The Defendant was found liable for her friends’ republication of her defamatory postings, as republication was the natural and probable result of her posts.

The Court also found the Defendant liable for her friends’ defamatory replies to her postings. It was apparent that her Facebook page was being constantly viewed but she did not actively monitor and control the comments. She failed to delete them within a reasonable time given the gravity of the remarks and the ease with which deletion could be accomplished – i.e. immediately.

The Defendant’s liability also accounted for the actions of her friend who sent the defamatory post to the Plaintiff’s school principal. Her friend had previously advised on Facebook that he would “let the world know” about the Plaintiff, and the Court found that the Defendant’s silence effectively served as authorization for republication. She failed to warn him to not take measures on his own.
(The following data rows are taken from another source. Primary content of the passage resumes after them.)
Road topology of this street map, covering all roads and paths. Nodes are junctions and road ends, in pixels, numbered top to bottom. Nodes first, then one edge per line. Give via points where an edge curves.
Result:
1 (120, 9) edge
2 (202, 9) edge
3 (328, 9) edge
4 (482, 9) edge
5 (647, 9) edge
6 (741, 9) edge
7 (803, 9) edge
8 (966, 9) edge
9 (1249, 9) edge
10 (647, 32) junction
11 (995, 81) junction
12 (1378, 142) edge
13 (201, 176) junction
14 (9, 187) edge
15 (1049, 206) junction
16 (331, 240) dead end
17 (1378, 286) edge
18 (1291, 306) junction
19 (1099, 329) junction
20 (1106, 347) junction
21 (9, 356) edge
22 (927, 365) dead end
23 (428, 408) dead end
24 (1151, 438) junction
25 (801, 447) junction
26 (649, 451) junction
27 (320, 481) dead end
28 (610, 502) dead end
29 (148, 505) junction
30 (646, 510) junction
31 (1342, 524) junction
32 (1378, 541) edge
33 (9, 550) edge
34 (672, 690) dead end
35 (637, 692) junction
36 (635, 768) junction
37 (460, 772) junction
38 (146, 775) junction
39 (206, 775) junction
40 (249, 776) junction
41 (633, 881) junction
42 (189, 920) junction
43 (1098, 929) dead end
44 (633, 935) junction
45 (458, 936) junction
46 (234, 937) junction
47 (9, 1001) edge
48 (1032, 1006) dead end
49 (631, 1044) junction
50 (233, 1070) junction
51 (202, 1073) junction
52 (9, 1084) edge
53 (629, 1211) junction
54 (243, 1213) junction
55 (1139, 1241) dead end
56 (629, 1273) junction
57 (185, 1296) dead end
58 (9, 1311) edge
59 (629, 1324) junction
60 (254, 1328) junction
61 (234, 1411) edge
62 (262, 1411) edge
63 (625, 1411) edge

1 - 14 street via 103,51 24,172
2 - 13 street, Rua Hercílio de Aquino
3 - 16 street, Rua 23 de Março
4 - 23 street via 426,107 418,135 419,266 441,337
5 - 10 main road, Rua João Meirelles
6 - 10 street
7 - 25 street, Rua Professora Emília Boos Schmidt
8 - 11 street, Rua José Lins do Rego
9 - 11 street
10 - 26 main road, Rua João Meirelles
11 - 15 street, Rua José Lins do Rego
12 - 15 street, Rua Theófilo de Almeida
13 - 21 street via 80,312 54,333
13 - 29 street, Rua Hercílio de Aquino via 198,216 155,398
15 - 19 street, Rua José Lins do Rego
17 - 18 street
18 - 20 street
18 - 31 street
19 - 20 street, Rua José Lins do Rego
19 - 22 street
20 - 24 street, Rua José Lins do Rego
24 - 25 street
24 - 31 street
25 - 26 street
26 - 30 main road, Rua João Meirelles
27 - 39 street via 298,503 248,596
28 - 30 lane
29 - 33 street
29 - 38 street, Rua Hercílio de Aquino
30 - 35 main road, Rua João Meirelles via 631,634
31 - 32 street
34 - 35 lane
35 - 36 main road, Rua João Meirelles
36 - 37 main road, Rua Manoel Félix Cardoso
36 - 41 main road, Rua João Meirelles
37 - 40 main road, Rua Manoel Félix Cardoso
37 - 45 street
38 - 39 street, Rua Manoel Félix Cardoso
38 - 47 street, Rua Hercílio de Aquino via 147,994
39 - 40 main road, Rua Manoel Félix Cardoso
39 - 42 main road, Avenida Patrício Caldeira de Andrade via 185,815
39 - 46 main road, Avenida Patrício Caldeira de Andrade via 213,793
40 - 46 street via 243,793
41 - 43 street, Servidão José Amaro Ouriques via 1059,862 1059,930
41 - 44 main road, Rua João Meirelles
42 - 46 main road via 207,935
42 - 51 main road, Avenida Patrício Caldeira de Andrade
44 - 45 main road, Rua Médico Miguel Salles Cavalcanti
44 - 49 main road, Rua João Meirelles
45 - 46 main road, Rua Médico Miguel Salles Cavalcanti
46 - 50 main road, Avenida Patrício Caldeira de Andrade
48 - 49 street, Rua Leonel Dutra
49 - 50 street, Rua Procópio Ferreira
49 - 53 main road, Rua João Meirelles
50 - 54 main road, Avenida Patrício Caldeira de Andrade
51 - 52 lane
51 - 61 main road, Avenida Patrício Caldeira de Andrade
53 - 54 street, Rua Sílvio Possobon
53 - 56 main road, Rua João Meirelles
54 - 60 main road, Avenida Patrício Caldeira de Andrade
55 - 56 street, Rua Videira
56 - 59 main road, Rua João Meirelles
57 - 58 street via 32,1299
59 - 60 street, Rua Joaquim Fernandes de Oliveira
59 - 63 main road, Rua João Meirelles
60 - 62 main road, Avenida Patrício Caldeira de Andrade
The court found that the Defendant’s thoughtless and reckless actions effectively destroyed the Plaintiff’s reputation as a teacher. He was entitled to significant general ($50,000) and punitive ($15,000) damages.

While the outcome of each case is ultimately fact specific, Pritchard showcases the heightened responsibility borne by users of social media, whose comments may be widely circulated by others and prompt dialogue that is itself defamatory and likely to attract liability on the part of the author of a defamatory ‘thread’ or remark.   The result is, in effect, to impose a positive duty on the part of social media users – to exercise care in published statements but also to monitor and curtail the responding comments of others having access to online comments, including one’s so-called “friends” to whom defamatory posts may be accessible.